Against this backdrop, tokenized assets linked to traditional financial instruments continued to attract capital. The data indicates that investors maintained interest in blockchain based representations of bonds, equities, precious metals and other real world exposures, even as crypto native assets faced volatility.

Bonds and Money Market Funds Lead in Dollar Growth

In absolute dollar terms, tokenized bonds and money market funds accounted for the largest share of new value. The segment grew 83% during the period and added $6.5 billion in value.

This growth reinforces the role of yield focused instruments within the tokenization market. Binance described 2026 as a year in which RWA tokenization matured from what it called a Treasury dominated narrative into a more diversified yield ecosystem. The figures show that while government debt related products remain significant, they are no longer the sole driver of expansion.

For users of crypto platforms, including those who evaluate blockchain based financial services, the development highlights a shift toward assets that mirror conventional fixed income products but are issued and settled on blockchain infrastructure.

Tokenized Stocks and ETFs Record Rapid Percentage Gains

While bonds led in total dollar additions, tokenized stocks recorded faster percentage growth. According to Binance Research, the market value of tokenized equities rose 422% over the same timeframe.

A notable contributor to this increase was Ondo Global Markets. The platform, which offers tokenized stocks and exchange traded funds, surpassed $1 billion in total value locked within eight months of launch. The rapid accumulation of assets suggests growing demand for onchain access to traditional equity exposures.

Interest in tokenized equities also extended to high profile private companies. The launch of tokenized SpaceX shares drew additional attention to the sector. Kraken now provides access to a tokenized equivalent of the private company’s stock through the xStocks tokenized equities platform. According to the reported figures, xStocks reached more than $25 billion in cumulative trading volume within about eight months of its launch.

These developments indicate that tokenized equities are moving beyond niche experimentation and are being integrated into trading environments used by both retail and institutional participants.

Tokenized Precious Metals Benefit From Safe Haven Demand

Tokenized precious metals also posted measurable gains. The sector added $1.5 billion in value, representing 39% growth during the observed period.

Most of the increase occurred in January and February, when geopolitical uncertainty supported demand for safe haven assets. During that phase, tokenized gold exceeded $6 billion in value before momentum cooled and underlying gold prices retraced.

The data shows that tokenized commodities can reflect shifts in broader macroeconomic sentiment, similar to their traditional counterparts. For market participants using blockchain infrastructure, tokenized gold and other metals provide exposure that responds to the same external drivers as conventional markets.

Institutional Infrastructure Expands Beyond Investment Products

Adoption trends extend beyond tokenized investment instruments.

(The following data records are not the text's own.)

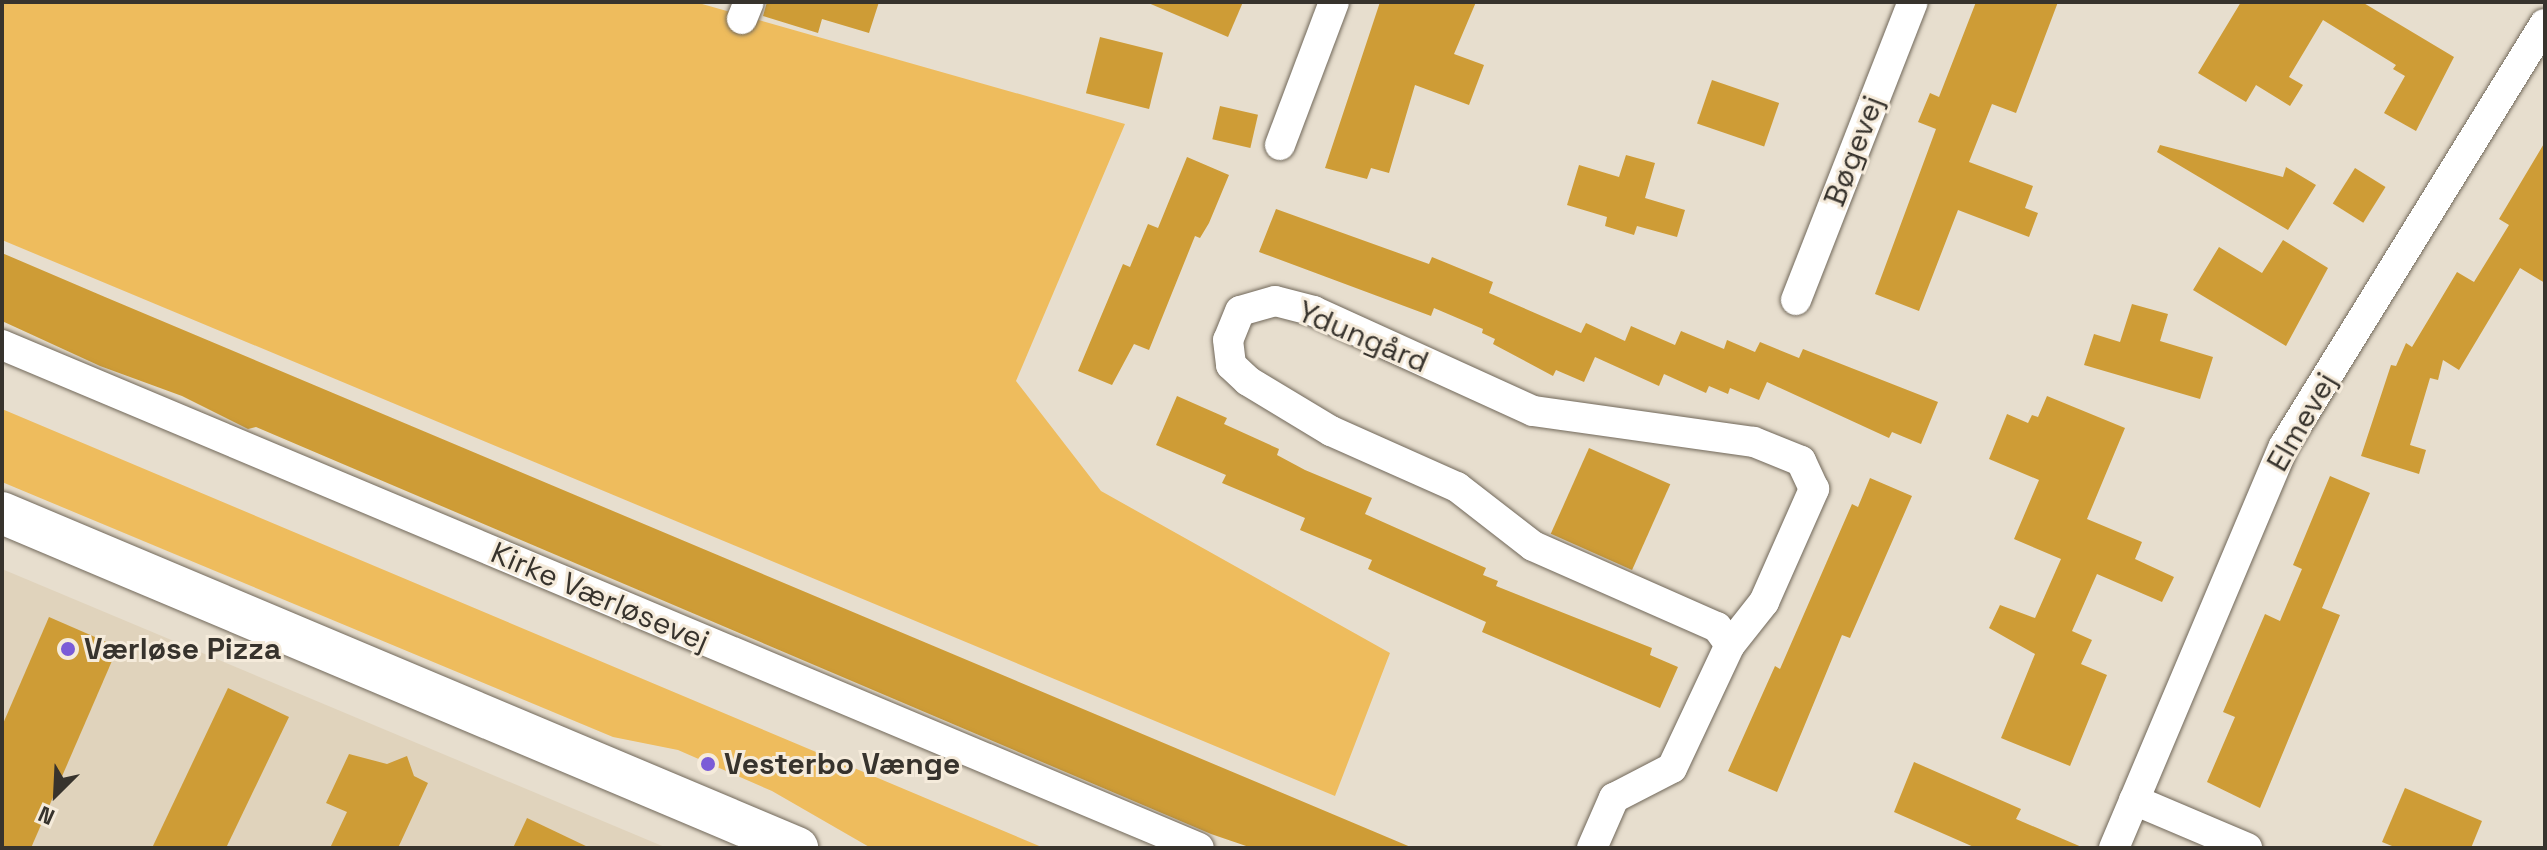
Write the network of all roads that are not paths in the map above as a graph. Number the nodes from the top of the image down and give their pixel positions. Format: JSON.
{"nodes":[{"id":1,"x":1334,"y":2,"type":"edge"},
{"id":2,"x":1913,"y":2,"type":"edge"},
{"id":3,"x":2545,"y":24,"type":"edge"},
{"id":4,"x":1280,"y":145,"type":"dead end"},
{"id":5,"x":1796,"y":300,"type":"dead end"},
{"id":6,"x":2,"y":345,"type":"edge"},
{"id":7,"x":2,"y":513,"type":"edge"},
{"id":8,"x":1730,"y":645,"type":"junction"},
{"id":9,"x":2134,"y":800,"type":"junction"},
{"id":10,"x":797,"y":848,"type":"edge"},
{"id":11,"x":1199,"y":848,"type":"edge"},
{"id":12,"x":1592,"y":848,"type":"edge"},
{"id":13,"x":2114,"y":848,"type":"edge"},
{"id":14,"x":2247,"y":848,"type":"edge"}],
"edges":[{"from":1,"to":4,"type":"street"},
{"from":2,"to":5,"type":"street","name":"Bøgevej"},
{"from":3,"to":9,"type":"street","name":"Elmevej"},
{"from":6,"to":11,"type":"street","name":"Kirke Værløsevej"},
{"from":7,"to":10,"type":"street"},
{"from":8,"to":8,"type":"street","name":"Ydungård"},
{"from":8,"to":12,"type":"street","name":"Ydungård"},
{"from":9,"to":13,"type":"street","name":"Elmevej"},
{"from":9,"to":14,"type":"street"}]}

Institutional initiatives are increasingly targeting financial infrastructure and settlement systems.

In real estate, Apex Group has begun providing fund services using Goldman Sachs’ Digital Asset Platform. The move underlines demand for blockchain based settlement and administration processes in fund management.

At the banking level, efforts are underway to modernize payments using tokenization. According to The Wall Street Journal, The Clearing House, a bank owned payments operator backed by JPMorgan Chase, Citibank, Bank of America, BNY and Wells Fargo, plans to launch a tokenized deposit network next year. The initiative represents a step toward integrating tokenized deposits into the traditional banking system and reflects competitive pressure from the growth of stablecoins.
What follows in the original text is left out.